Net income attributable to common stockholders totaled $12.6 million, or
$0.18 per share (diluted), for the quarter ended June 30, 2009, compared
to $134.2 million, or $2.29 per share (diluted), for the same quarter in
2008. The results for the quarter ended June 30, 2008 include a gain on
sale of $1.53 per share (diluted) from the sale of 1250 Broadway and
incentive distributions of approximately $31.6 million, or $0.52 per
share (diluted).
Operating and Leasing Activity
For the second quarter of 2009, the Company reported revenues and EBITDA
of $253.0 million and $138.4 million, respectively, a decrease of $37.8
million, or 13.0%, and $44.4 million, or 24.3%, respectively, compared
to the same period in 2008. The decrease is primarily due to the
recognition of approximately $31.6 million of incentive distributions in
2008.
Same-store GAAP NOI on a combined basis increased by 2.1% for the second
quarter when compared to the same quarter in 2008, with the consolidated
properties increasing 2.3% to $130.0 million and the unconsolidated
joint venture properties increasing 1.9% to $53.0 million. For the first
six months of 2009, combined same-store GAAP NOI growth was 2.3%,
including 2.1% from the consolidated same-store properties and 3.0% from
the unconsolidated joint venture same-store properties.

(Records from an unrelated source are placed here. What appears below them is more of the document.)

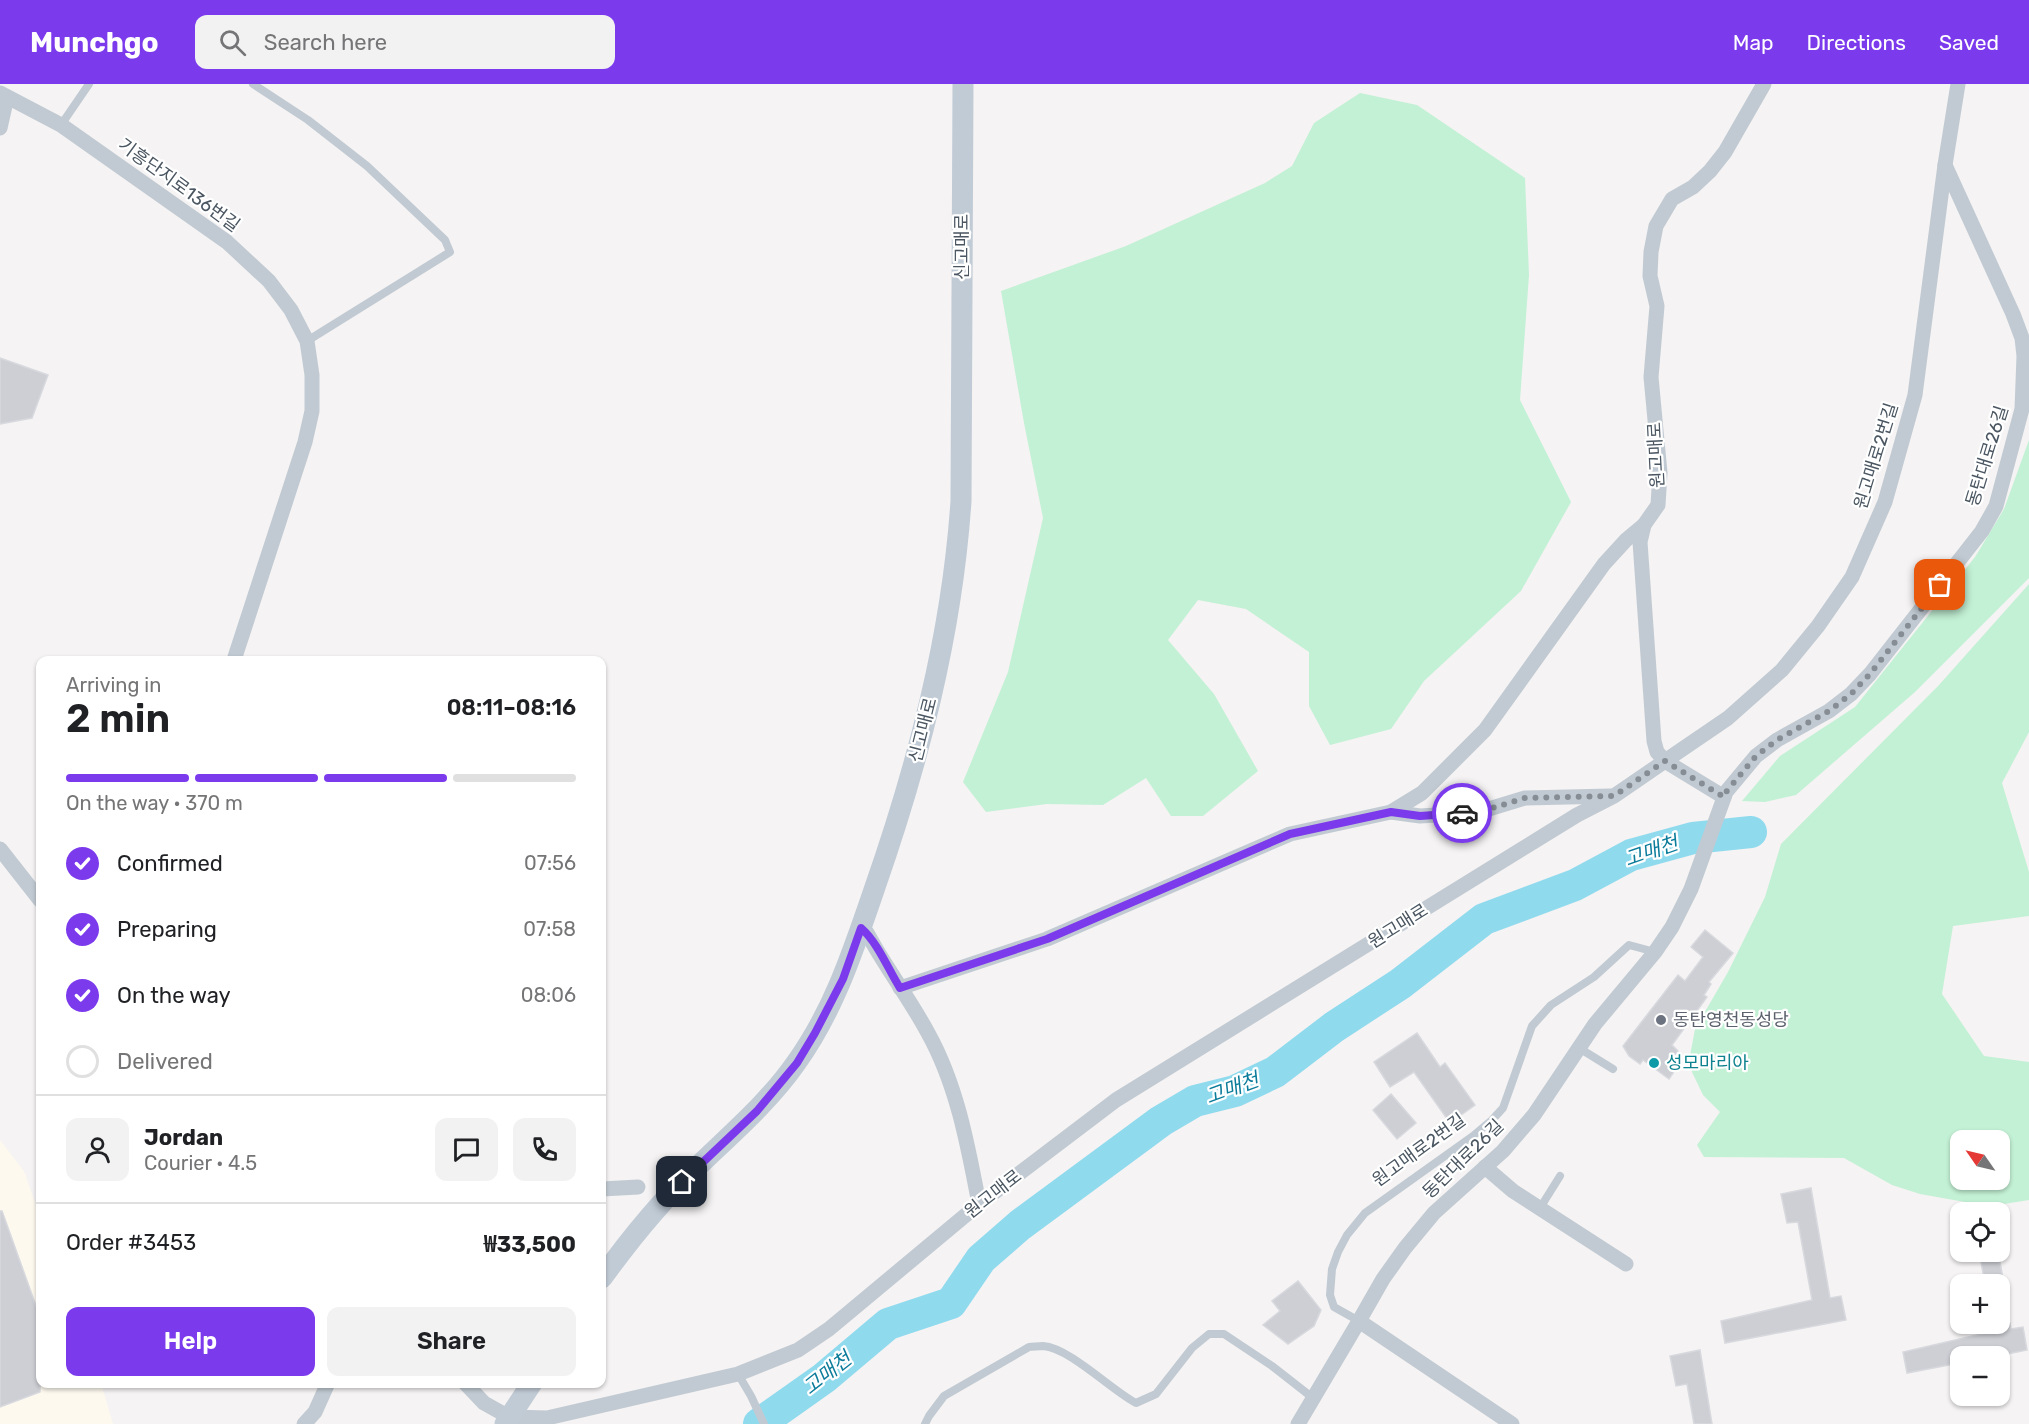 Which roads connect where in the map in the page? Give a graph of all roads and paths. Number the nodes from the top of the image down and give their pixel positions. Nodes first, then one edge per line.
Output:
1 (89, 84) edge
2 (253, 84) edge
3 (963, 84) edge
4 (1764, 84) edge
5 (1958, 84) edge
6 (4, 95) edge
7 (61, 125) junction
8 (0, 128) edge
9 (1945, 165) junction
10 (307, 341) junction
11 (2026, 409) edge
12 (1644, 525) junction
13 (235, 656) edge
14 (1665, 761) junction
15 (1614, 796) junction
16 (1722, 802) junction
17 (1391, 812) junction
18 (0, 849) edge
19 (36, 895) edge
20 (861, 928) junction
21 (1655, 952) junction
22 (900, 988) junction
23 (1579, 1048) junction
24 (1612, 1069) dead end
25 (1485, 1167) junction
26 (1560, 1176) dead end
27 (638, 1187) dead end
28 (606, 1189) edge
29 (978, 1204) junction
30 (1540, 1208) junction
31 (1626, 1264) dead end
32 (606, 1273) edge
33 (1359, 1321) junction
34 (738, 1374) junction
35 (326, 1388) edge
36 (470, 1388) edge
37 (529, 1388) edge
38 (1313, 1398) junction
39 (507, 1420) edge
40 (304, 1424) edge
41 (764, 1424) edge
42 (925, 1424) edge
43 (1298, 1424) edge
44 (1512, 1424) edge

1 - 7 lane
2 - 10 lane
3 - 20 street, 신고매로
4 - 12 street, 원고매로
5 - 9 street, 원고매로2번길
6 - 7 street, 기흥단지로136번길
6 - 8 street
7 - 10 street, 기흥단지로136번길
9 - 11 street, 동탄대로26길
9 - 14 street, 원고매로2번길
10 - 13 street, 기흥단지로136번길
11 - 16 street, 동탄대로26길
12 - 14 street, 원고매로
12 - 17 street
14 - 15 street, 원고매로
14 - 16 street
15 - 17 street
15 - 29 street, 원고매로
16 - 21 street, 동탄대로26길
17 - 22 street
18 - 19 street
20 - 22 street
20 - 32 street, 신고매로
21 - 23 street, 동탄대로26길
21 - 33 lane, 원고매로2번길
22 - 29 street
23 - 24 lane
23 - 25 street, 동탄대로26길
25 - 30 street
25 - 33 street, 동탄대로26길
26 - 30 lane
27 - 28 street
29 - 34 street, 원고매로
30 - 31 street
33 - 38 street
33 - 44 street
34 - 39 street, 원고매로
34 - 41 lane
35 - 40 street
36 - 39 street
37 - 39 street
38 - 42 lane
38 - 43 street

Occupancy for the Manhattan portfolio at June 30, 2009 was 96.2%, the
same as at March 31, 2009. During the quarter, the Company signed or
commenced 34 leases in the Manhattan portfolio totaling 336,989 square
feet, of which 29 leases and 328,780 square feet represented office
leases. Average starting Manhattan office rents of $51.10 per rentable
square foot on the 328,780 square feet of leases signed or commenced
during the second quarter represented a 27.3% increase over the
previously fully escalated rents. The average lease term was 10.9 years
and average tenant concessions were 4.0 months of free rent with a
tenant improvement allowance of $53.68 per rentable square foot.
Average starting Suburban office rents of $31.34 per rentable square
foot for the second quarter represented a 0.8% increase over the
previously fully escalated rents. Occupancy for the Suburban portfolio
was 90.3% at June 30, 2009 compared to 90.4% at March 31, 2009. During
the quarter, the Company signed 24 leases in the Suburban portfolio
totaling 164,008 square feet, of which 22 leases and 160,975 square feet
represented office leases.
During the quarter, the Company had solid leasing activity at 100 Park
Avenue, 485 Lexington Avenue, 750 Third Avenue, all in New York City,
and 360 Hamilton Avenue and 1 and 2 Jericho Plaza in the suburbs.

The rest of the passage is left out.